EXERCISE MATERIAL:
==============================

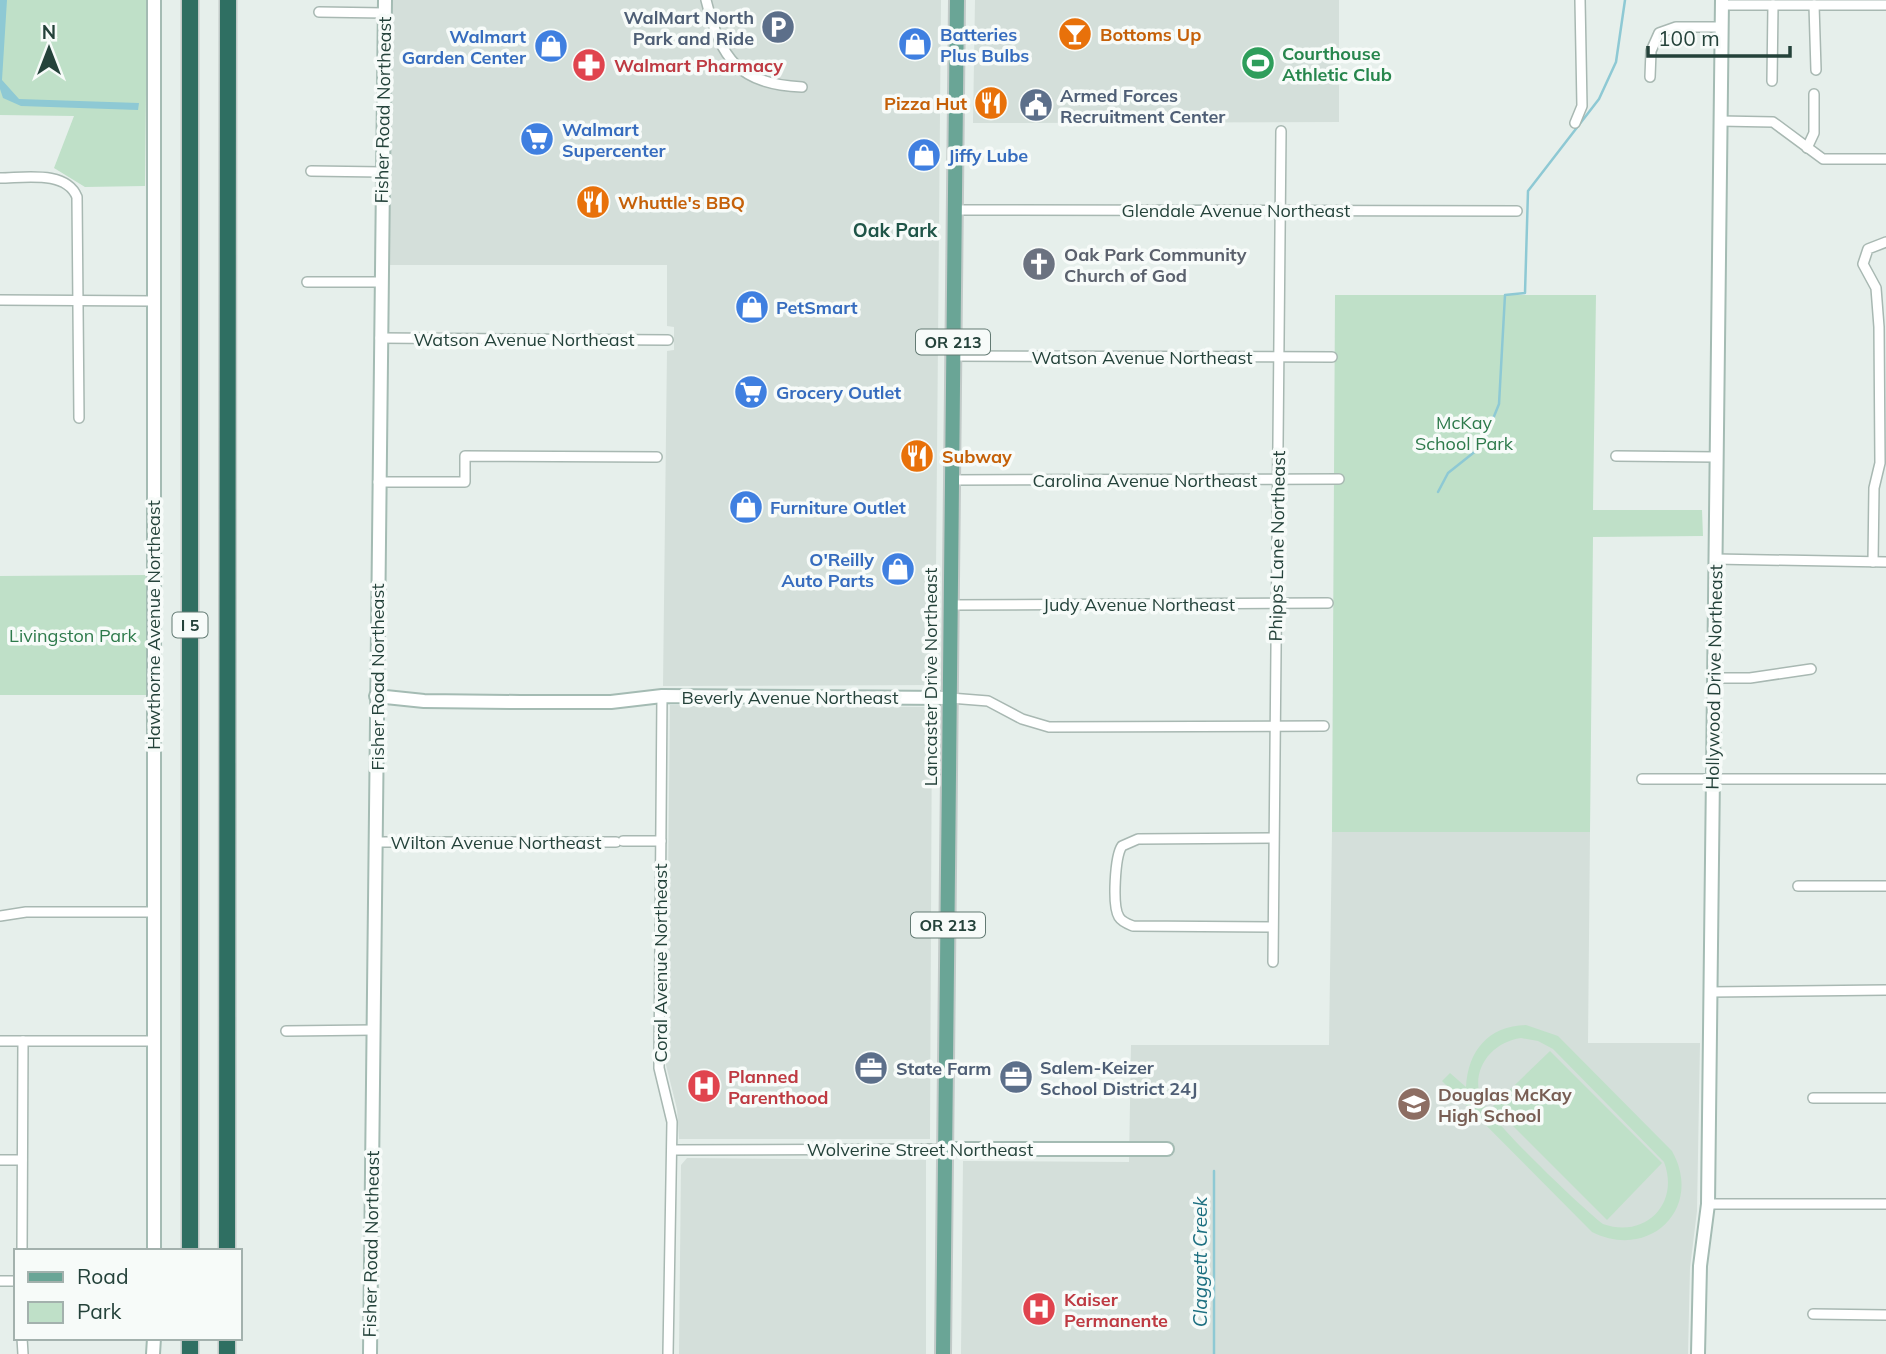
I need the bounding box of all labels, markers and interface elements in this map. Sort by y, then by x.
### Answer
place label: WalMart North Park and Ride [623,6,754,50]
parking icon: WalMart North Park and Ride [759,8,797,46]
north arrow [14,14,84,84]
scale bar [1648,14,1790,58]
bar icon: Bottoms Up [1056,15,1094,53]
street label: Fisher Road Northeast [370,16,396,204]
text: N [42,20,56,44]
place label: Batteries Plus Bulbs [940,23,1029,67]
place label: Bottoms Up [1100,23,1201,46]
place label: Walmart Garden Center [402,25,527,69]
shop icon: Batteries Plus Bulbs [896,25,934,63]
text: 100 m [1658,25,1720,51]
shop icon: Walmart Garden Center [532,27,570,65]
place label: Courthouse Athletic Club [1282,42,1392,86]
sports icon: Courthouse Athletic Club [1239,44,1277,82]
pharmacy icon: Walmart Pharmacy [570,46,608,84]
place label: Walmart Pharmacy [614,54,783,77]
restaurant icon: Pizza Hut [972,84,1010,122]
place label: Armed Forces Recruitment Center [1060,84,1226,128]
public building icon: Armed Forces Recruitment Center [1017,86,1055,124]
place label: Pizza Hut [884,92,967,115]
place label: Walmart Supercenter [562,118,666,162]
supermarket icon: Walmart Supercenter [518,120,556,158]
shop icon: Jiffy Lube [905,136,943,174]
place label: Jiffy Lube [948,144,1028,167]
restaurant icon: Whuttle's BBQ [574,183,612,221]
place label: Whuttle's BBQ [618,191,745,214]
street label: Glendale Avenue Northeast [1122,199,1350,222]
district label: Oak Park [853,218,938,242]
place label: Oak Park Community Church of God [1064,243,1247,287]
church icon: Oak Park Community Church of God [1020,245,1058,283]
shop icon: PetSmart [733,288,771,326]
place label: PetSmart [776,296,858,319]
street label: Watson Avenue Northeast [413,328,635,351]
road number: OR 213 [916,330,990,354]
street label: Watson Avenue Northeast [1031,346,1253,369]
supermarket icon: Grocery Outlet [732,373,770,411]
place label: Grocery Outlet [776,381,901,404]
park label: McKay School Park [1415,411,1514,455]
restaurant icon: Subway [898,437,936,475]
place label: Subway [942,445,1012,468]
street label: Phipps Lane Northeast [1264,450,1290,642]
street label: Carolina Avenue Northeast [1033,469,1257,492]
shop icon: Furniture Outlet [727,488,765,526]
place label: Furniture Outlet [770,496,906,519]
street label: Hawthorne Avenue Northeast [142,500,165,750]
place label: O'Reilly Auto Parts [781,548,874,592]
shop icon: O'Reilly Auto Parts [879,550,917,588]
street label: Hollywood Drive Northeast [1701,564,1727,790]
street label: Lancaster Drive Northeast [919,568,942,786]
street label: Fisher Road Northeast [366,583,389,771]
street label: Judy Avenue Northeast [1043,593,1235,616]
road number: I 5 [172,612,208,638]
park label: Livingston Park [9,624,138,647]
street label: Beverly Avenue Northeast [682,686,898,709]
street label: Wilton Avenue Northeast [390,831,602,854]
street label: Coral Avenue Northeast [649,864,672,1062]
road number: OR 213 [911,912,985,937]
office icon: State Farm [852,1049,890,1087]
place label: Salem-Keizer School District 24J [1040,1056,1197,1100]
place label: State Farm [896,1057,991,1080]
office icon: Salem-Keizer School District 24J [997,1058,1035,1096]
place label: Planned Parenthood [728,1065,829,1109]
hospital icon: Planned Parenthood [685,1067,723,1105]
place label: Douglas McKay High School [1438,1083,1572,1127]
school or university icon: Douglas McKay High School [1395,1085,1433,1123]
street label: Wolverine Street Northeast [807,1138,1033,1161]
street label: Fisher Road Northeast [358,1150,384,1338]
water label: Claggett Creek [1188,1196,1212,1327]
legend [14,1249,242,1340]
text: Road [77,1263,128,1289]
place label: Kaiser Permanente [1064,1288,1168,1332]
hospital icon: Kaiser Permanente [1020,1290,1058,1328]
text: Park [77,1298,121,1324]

==============================

WHAT THIS TASK INVOLVES:
Print every line of the listing exactly, please, and leave the images out.

EXERCISE OUTPUT:
I need the bounding box of all labels, markers and interface elements in this map. Sort by y, then by x.
### Answer
place label: WalMart North Park and Ride [623,6,754,50]
parking icon: WalMart North Park and Ride [759,8,797,46]
north arrow [14,14,84,84]
scale bar [1648,14,1790,58]
bar icon: Bottoms Up [1056,15,1094,53]
street label: Fisher Road Northeast [370,16,396,204]
text: N [42,20,56,44]
place label: Batteries Plus Bulbs [940,23,1029,67]
place label: Bottoms Up [1100,23,1201,46]
place label: Walmart Garden Center [402,25,527,69]
shop icon: Batteries Plus Bulbs [896,25,934,63]
text: 100 m [1658,25,1720,51]
shop icon: Walmart Garden Center [532,27,570,65]
place label: Courthouse Athletic Club [1282,42,1392,86]
sports icon: Courthouse Athletic Club [1239,44,1277,82]
pharmacy icon: Walmart Pharmacy [570,46,608,84]
place label: Walmart Pharmacy [614,54,783,77]
restaurant icon: Pizza Hut [972,84,1010,122]
place label: Armed Forces Recruitment Center [1060,84,1226,128]
public building icon: Armed Forces Recruitment Center [1017,86,1055,124]
place label: Pizza Hut [884,92,967,115]
place label: Walmart Supercenter [562,118,666,162]
supermarket icon: Walmart Supercenter [518,120,556,158]
shop icon: Jiffy Lube [905,136,943,174]
place label: Jiffy Lube [948,144,1028,167]
restaurant icon: Whuttle's BBQ [574,183,612,221]
place label: Whuttle's BBQ [618,191,745,214]
street label: Glendale Avenue Northeast [1122,199,1350,222]
district label: Oak Park [853,218,938,242]
place label: Oak Park Community Church of God [1064,243,1247,287]
church icon: Oak Park Community Church of God [1020,245,1058,283]
shop icon: PetSmart [733,288,771,326]
place label: PetSmart [776,296,858,319]
street label: Watson Avenue Northeast [413,328,635,351]
road number: OR 213 [916,330,990,354]
street label: Watson Avenue Northeast [1031,346,1253,369]
supermarket icon: Grocery Outlet [732,373,770,411]
place label: Grocery Outlet [776,381,901,404]
park label: McKay School Park [1415,411,1514,455]
restaurant icon: Subway [898,437,936,475]
place label: Subway [942,445,1012,468]
street label: Phipps Lane Northeast [1264,450,1290,642]
street label: Carolina Avenue Northeast [1033,469,1257,492]
shop icon: Furniture Outlet [727,488,765,526]
place label: Furniture Outlet [770,496,906,519]
street label: Hawthorne Avenue Northeast [142,500,165,750]
place label: O'Reilly Auto Parts [781,548,874,592]
shop icon: O'Reilly Auto Parts [879,550,917,588]
street label: Hollywood Drive Northeast [1701,564,1727,790]
street label: Lancaster Drive Northeast [919,568,942,786]
street label: Fisher Road Northeast [366,583,389,771]
street label: Judy Avenue Northeast [1043,593,1235,616]
road number: I 5 [172,612,208,638]
park label: Livingston Park [9,624,138,647]
street label: Beverly Avenue Northeast [682,686,898,709]
street label: Wilton Avenue Northeast [390,831,602,854]
street label: Coral Avenue Northeast [649,864,672,1062]
road number: OR 213 [911,912,985,937]
office icon: State Farm [852,1049,890,1087]
place label: Salem-Keizer School District 24J [1040,1056,1197,1100]
place label: State Farm [896,1057,991,1080]
office icon: Salem-Keizer School District 24J [997,1058,1035,1096]
place label: Planned Parenthood [728,1065,829,1109]
hospital icon: Planned Parenthood [685,1067,723,1105]
place label: Douglas McKay High School [1438,1083,1572,1127]
school or university icon: Douglas McKay High School [1395,1085,1433,1123]
street label: Wolverine Street Northeast [807,1138,1033,1161]
street label: Fisher Road Northeast [358,1150,384,1338]
water label: Claggett Creek [1188,1196,1212,1327]
legend [14,1249,242,1340]
text: Road [77,1263,128,1289]
place label: Kaiser Permanente [1064,1288,1168,1332]
hospital icon: Kaiser Permanente [1020,1290,1058,1328]
text: Park [77,1298,121,1324]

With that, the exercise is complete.